Unless you’ve been living under a rock, it has been hard to escape the chatter around the latest innovation from Glossier, Inc. — their smash-hit fragrance ‘Glossier You.’
‘Glossier You’ went viral for eschewing the recognizability of mass-market scent culture by thoughtfully designing a product that smelled different from person-to-person based on their pheromones & body chemistries. As the name suggests, the personalization-at-scale product requires just one simple missing ingredient — You!
When Glossier came to Adgile Media Group for our sixth campaign together, they wanted to design a campaign that matched the originality of their fragrance, and so that is exactly what we did.

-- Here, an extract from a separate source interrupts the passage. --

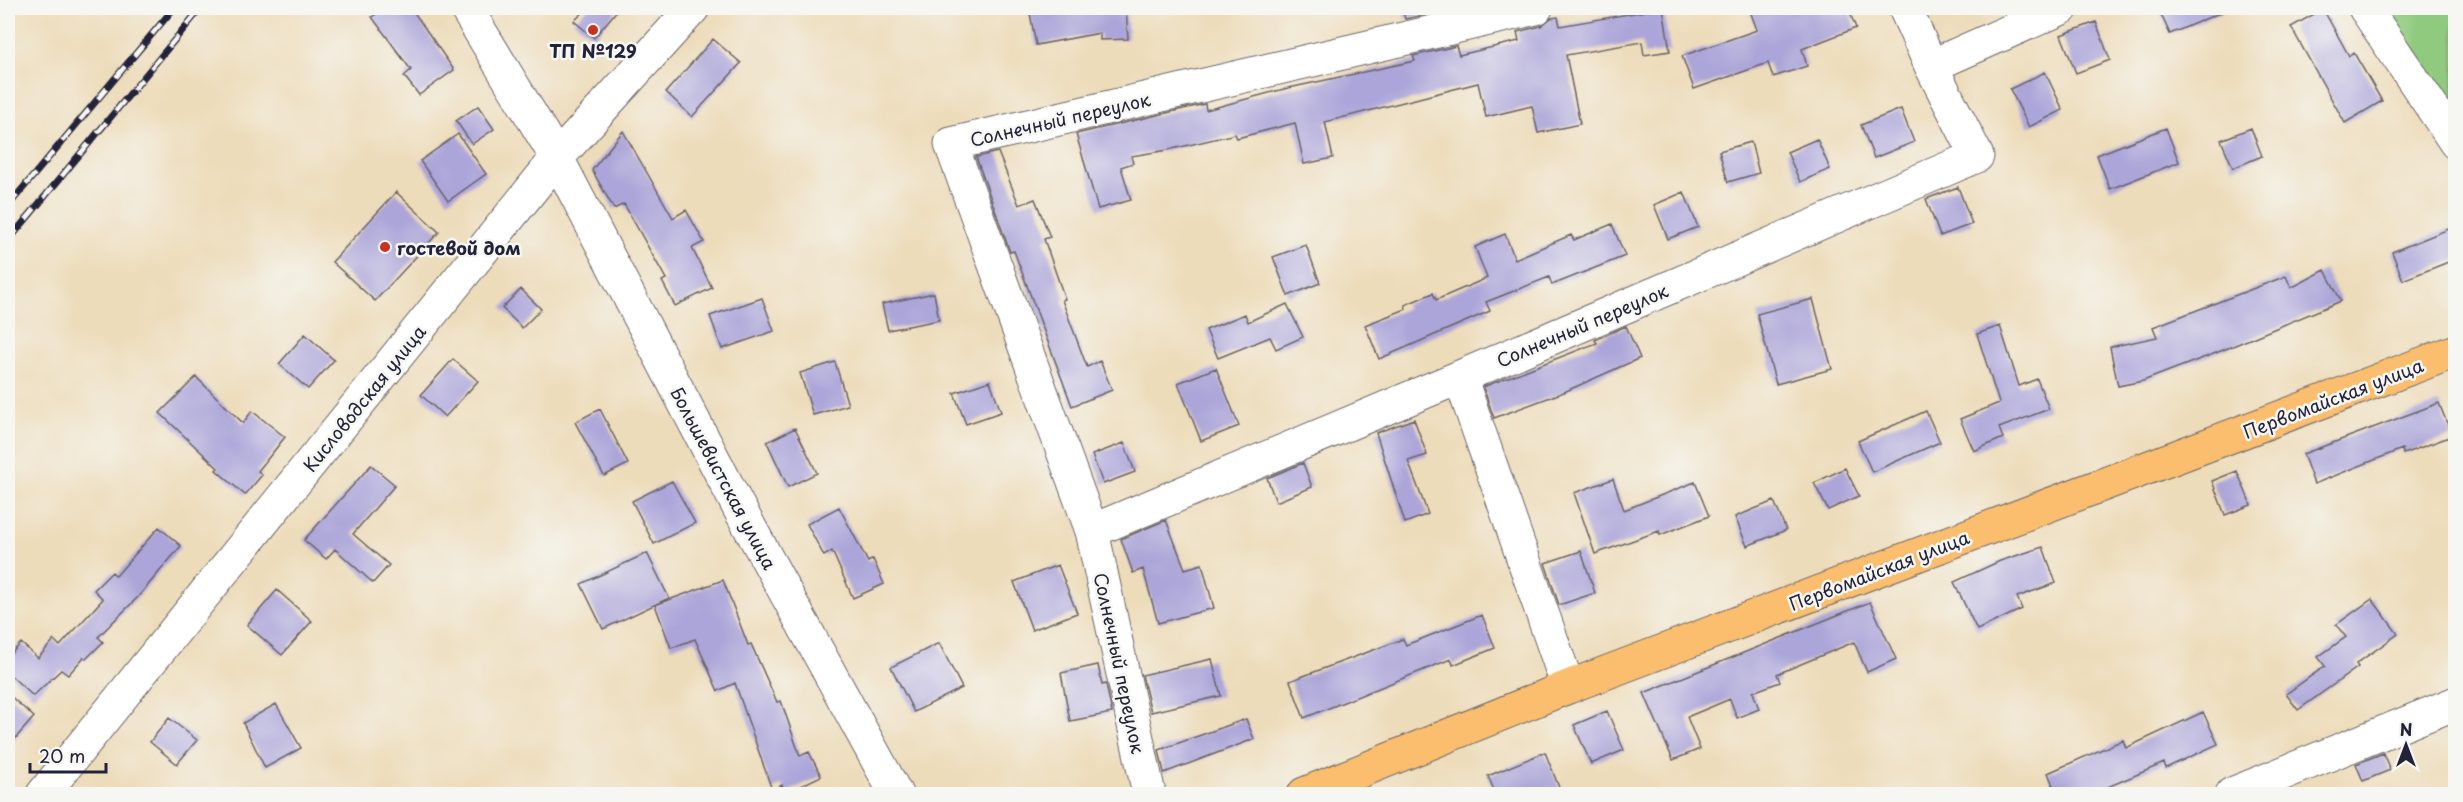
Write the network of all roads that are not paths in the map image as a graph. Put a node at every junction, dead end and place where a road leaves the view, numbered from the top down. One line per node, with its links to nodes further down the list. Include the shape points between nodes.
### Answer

In a first-of-its-kind campaign, we partnered with Glossier to deliver a campaign that towed the line between faux-OOH and real-OOH. By starting with a reflective, chromatic base layer, followed by a larger-than-life Glossier You product shot, we were able to create an optical illusion that made it look as though giant Glossier You bottles were being towed around the city on a flatbed truck. If you saw this IRL, you did a double-take -- and odds are you had to rub your eyes to make sure what you were seeing was real.
Leaning into the mobility of our assets, we topped the campaign off with a mid-cycle guerilla sampling activation outside the Barclay’s Center to support Glossier’s ongoing partnership with the WNBA (Women's National Basketball Association). The event was a hit, with a few viral social shares showing the “Glossier Girlies” out in full force.
I’m so excited to see the Glossier team doubling down on their success with Glossier You by introducing two new fragrances to the world last week: Glossier Rêve and Glossier Doux. As Emily Weiss shared with ELLE Magazine, if the original Glossier You is a classic martini, the two newest scents — Glossier Rêve and Glossier Doux — are martinis with a twist.
I’ve long admired Brooke Silverberg & the rest of the Glossier team’s continued desire to push us out of our comfort zone & stretch the limits of what we thought our media format was capable of.
Three years into working together, and somehow -- every campaign, every call, every meeting -- it ends with “I’m not sure that is possible, but let me do some research to find out!”